こんなことのために土くれは大きく成長したというのか?

ソプラノ・ソロと合唱
灰の中よりよみがえる日

テノール・ソロ
こんなことのために土くれは大きく成長したというのか?

ソプラノ・ソロと合唱
裁きを受けるべき罪人が

テノール・ソロ
おお 何が一体 この愚かな日の光に苦労させて
大地の眠りを覚まさせたのだろうか?

(『むなしさ』より)


合唱
慈悲深きイエス 主よ
彼らに平安を与え給え
アーメン


古今東西のレクイエムでも、最も規模が大きくインパクトの強い音楽を持ってくることの多い「怒りの日」の部分、ブリテンのこの作品でも非常に鮮烈なものとなっています。何よりもこの戦争というテーマが、「怒りの日」に深く関わっている怖れや悲しみ、そして怒りの感情に大変に良くシンクロして壮大な音楽を形作っています。間に挿入されたオーウェンの戦争詩も全部で四篇、いずれも効果的に戦争の恐ろしさを訴えています。

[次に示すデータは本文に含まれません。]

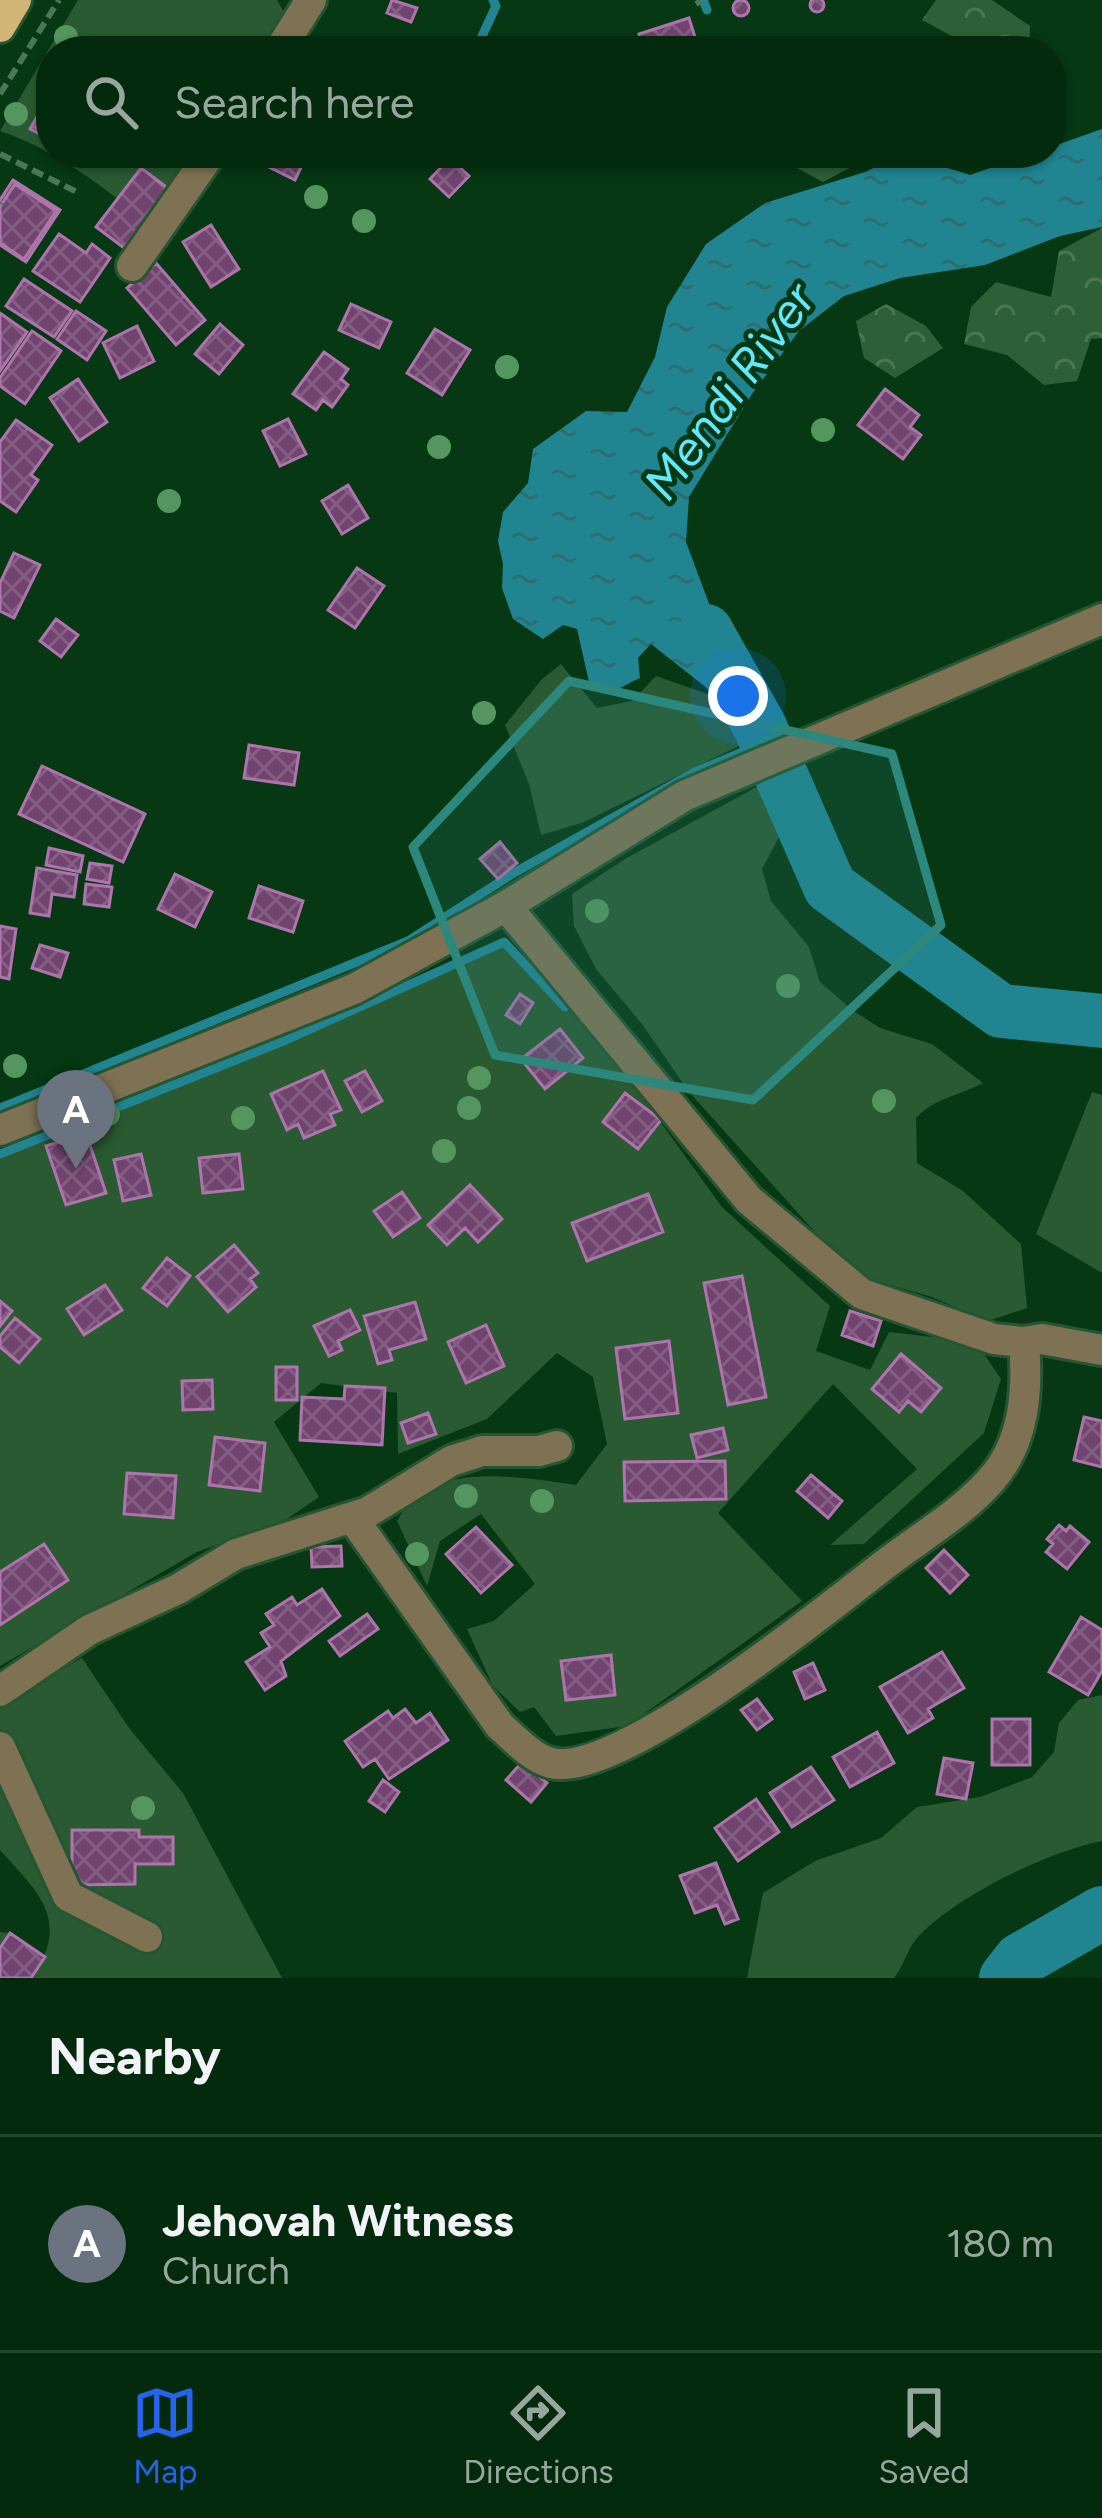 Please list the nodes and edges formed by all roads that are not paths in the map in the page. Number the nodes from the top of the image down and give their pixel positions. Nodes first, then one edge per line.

曲の冒頭、怒りの日の到来を告げるラッパの響きが遠くからこだまするように響いてきます。男声合唱が初めはまるで遠くから到来を告げるかのように弱く怒りの日のテーマを歌い、それを受けてブラスの響きはどんどん厚くなって行き、ドラムの力強い連打も交えて女声合唱が受け、続いて混声となるときには最初の怒りのクライマックスが訪れます。それを受けての最初のオーウェンの詩は夕暮れの寂しい空にラッパの音だけが響き、若い兵士たちが打ちひしがれて倒れている情景、木管の精妙な伴奏を交えながら穏やかにバリトンソロによって歌われます。
その歌声が静かに消え入ったのと切れ目なく、今度はソプラノのソロがラテン語で最後の審判の情景を歌い、小規模の合唱がソロに彩りを添えます。
続いてはオーウェンの何ともシニカルな詩をテノールとバリトンが、おどけた表情すら見せる死神の行進曲に乗せて速足で駆け抜けて行きます。死を覚悟した兵士たちのふっきれたような表情が印象的、最後のフレーズ「生きるために死と戦うので、旗(国家の意味でしょう)のために人と戦うのではない」というところに痛烈な戦争への怒りが満ちています。
女声合唱によるリコルダーレ(思い出し給え)は精妙に穏やかに響きますが、続いての男声合唱でテンポが速くなり、熱気を帯びて激しい祈りとなり、ドラムの強打と共にバリトンのソロでオーウェンの三番目の詩「戦闘に駆り出された我らの大砲の一部を見て」に続きます。死をもたらす大砲の姿に対する怒りをぶつけるバリトンの歌声は審判を告げるラッパの響きと絡み合って厳かであり、まるで審判の一場面のよう、合間になり続けるドラムの強打は砲声の描写でしょうか、そのまま激しい怒りの日の合唱へとなだれ込みます。嵐のような音楽の炸裂が過ぎ去ったあとはソプラノソロが合唱を伴って不思議なメロディのラクリモーサ(涙の日)を歌い、テナーのソロがオーウェンの生々しいひとりの戦死者を描写した詩「むなしさ」を歌います。
こんな形で終わりを迎えるために、神は土くれから人間を創造されたのだろうか、と。静かな歌声が合間に挟まれるラクリモーサの歌声と絡み合ってとても心動かされるレクイエムになっています。